THE PROBLEM = Every picture is to be removed, and all the data is to be copied exactly.

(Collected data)
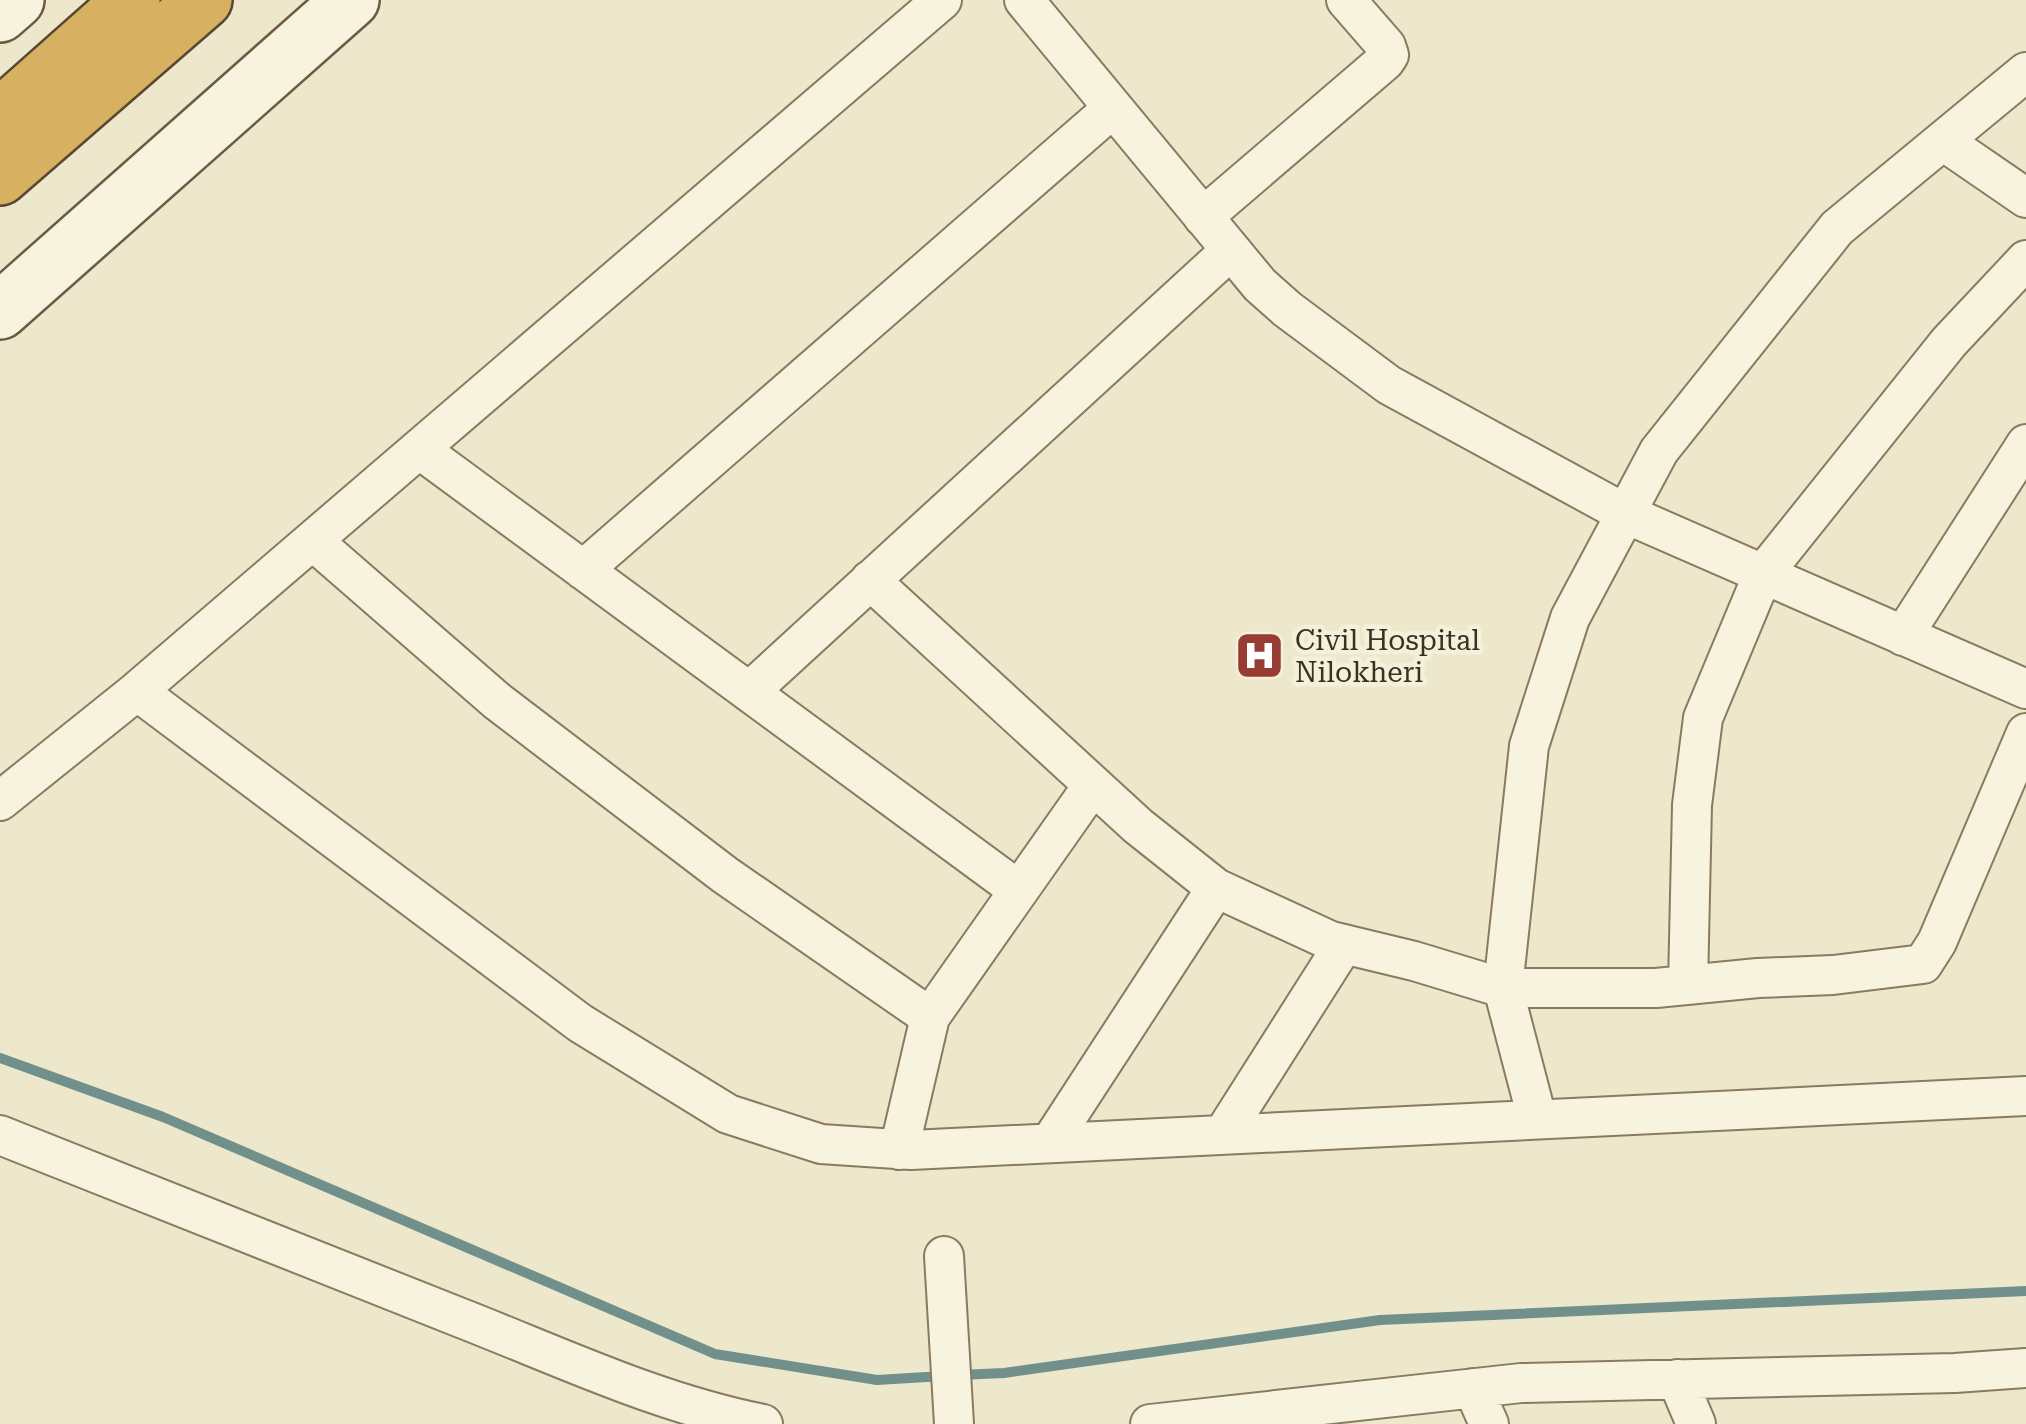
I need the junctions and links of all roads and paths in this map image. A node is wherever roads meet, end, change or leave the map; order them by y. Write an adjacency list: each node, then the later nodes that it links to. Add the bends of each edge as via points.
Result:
1 (16, 0): 8 (street)
2 (132, 0): 11 (highway)
3 (204, 0): 13 (highway)
4 (351, 0): 18 (street)
5 (942, 0): 20 (street)
6 (1024, 0): 10 (street)
7 (1346, 0): 15 (street, via 1389,55)
8 (0, 14)
9 (2026, 72): 12 (street)
10 (1113, 108): 15 (street); 23 (street)
11 (0, 117)
12 (1943, 141): 14 (street); 21 (street, via 1837,228 1659,452)
13 (0, 177)
14 (2026, 198)
15 (1204, 217): 16 (street)
16 (1231, 250): 21 (street, via 1287,309 1389,384); 25 (street)
17 (2026, 260): 24 (street, via 1949,342)
18 (0, 311)
19 (2026, 444): 26 (street)
20 (420, 449): 22 (street); 23 (street)
21 (1626, 514): 24 (street); 37 (street, via 1570,618 1529,746)
22 (312, 541): 28 (street); 38 (street, via 497,701 725,875)
23 (584, 570): 29 (street)
24 (1763, 574): 26 (street); 36 (street, via 1702,718 1692,805)
25 (870, 580): 29 (street); 31 (street)
26 (1903, 636): 27 (street)
27 (2026, 689)
28 (137, 691): 32 (street); 44 (street, via 580,1023 728,1114 821,1144)
29 (749, 692): 34 (street)
30 (2026, 733): 36 (street, via 1926,962)
31 (1093, 785): 33 (street); 34 (street)
32 (0, 801)
33 (1216, 888): 35 (street); 43 (street)
34 (1017, 889): 38 (street)
35 (1344, 944): 37 (street); 41 (street)
36 (1688, 985): 37 (street)
37 (1503, 988): 40 (street)
38 (930, 1016): 44 (street)
39 (2026, 1096): 40 (street)
40 (1537, 1118): 41 (street)
41 (1224, 1133): 43 (street)
42 (0, 1136): 50 (street, via 610,1380)
43 (1050, 1143): 44 (street)
44 (899, 1150)
45 (944, 1256): 49 (street)
46 (2026, 1368): 47 (street)
47 (1677, 1379): 48 (street); 53 (street)
48 (1474, 1388): 51 (street); 52 (street)
49 (954, 1419)
50 (763, 1424)
51 (1150, 1424)
52 (1490, 1424)
53 (1696, 1424)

RESPONSE TO THIS EXERCISE =
I need the junctions and links of all roads and paths in this map image. A node is wherever roads meet, end, change or leave the map; order them by y. Write an adjacency list: each node, then the later nodes that it links to. Add the bends of each edge as via points.
Result:
1 (16, 0): 8 (street)
2 (132, 0): 11 (highway)
3 (204, 0): 13 (highway)
4 (351, 0): 18 (street)
5 (942, 0): 20 (street)
6 (1024, 0): 10 (street)
7 (1346, 0): 15 (street, via 1389,55)
8 (0, 14)
9 (2026, 72): 12 (street)
10 (1113, 108): 15 (street); 23 (street)
11 (0, 117)
12 (1943, 141): 14 (street); 21 (street, via 1837,228 1659,452)
13 (0, 177)
14 (2026, 198)
15 (1204, 217): 16 (street)
16 (1231, 250): 21 (street, via 1287,309 1389,384); 25 (street)
17 (2026, 260): 24 (street, via 1949,342)
18 (0, 311)
19 (2026, 444): 26 (street)
20 (420, 449): 22 (street); 23 (street)
21 (1626, 514): 24 (street); 37 (street, via 1570,618 1529,746)
22 (312, 541): 28 (street); 38 (street, via 497,701 725,875)
23 (584, 570): 29 (street)
24 (1763, 574): 26 (street); 36 (street, via 1702,718 1692,805)
25 (870, 580): 29 (street); 31 (street)
26 (1903, 636): 27 (street)
27 (2026, 689)
28 (137, 691): 32 (street); 44 (street, via 580,1023 728,1114 821,1144)
29 (749, 692): 34 (street)
30 (2026, 733): 36 (street, via 1926,962)
31 (1093, 785): 33 (street); 34 (street)
32 (0, 801)
33 (1216, 888): 35 (street); 43 (street)
34 (1017, 889): 38 (street)
35 (1344, 944): 37 (street); 41 (street)
36 (1688, 985): 37 (street)
37 (1503, 988): 40 (street)
38 (930, 1016): 44 (street)
39 (2026, 1096): 40 (street)
40 (1537, 1118): 41 (street)
41 (1224, 1133): 43 (street)
42 (0, 1136): 50 (street, via 610,1380)
43 (1050, 1143): 44 (street)
44 (899, 1150)
45 (944, 1256): 49 (street)
46 (2026, 1368): 47 (street)
47 (1677, 1379): 48 (street); 53 (street)
48 (1474, 1388): 51 (street); 52 (street)
49 (954, 1419)
50 (763, 1424)
51 (1150, 1424)
52 (1490, 1424)
53 (1696, 1424)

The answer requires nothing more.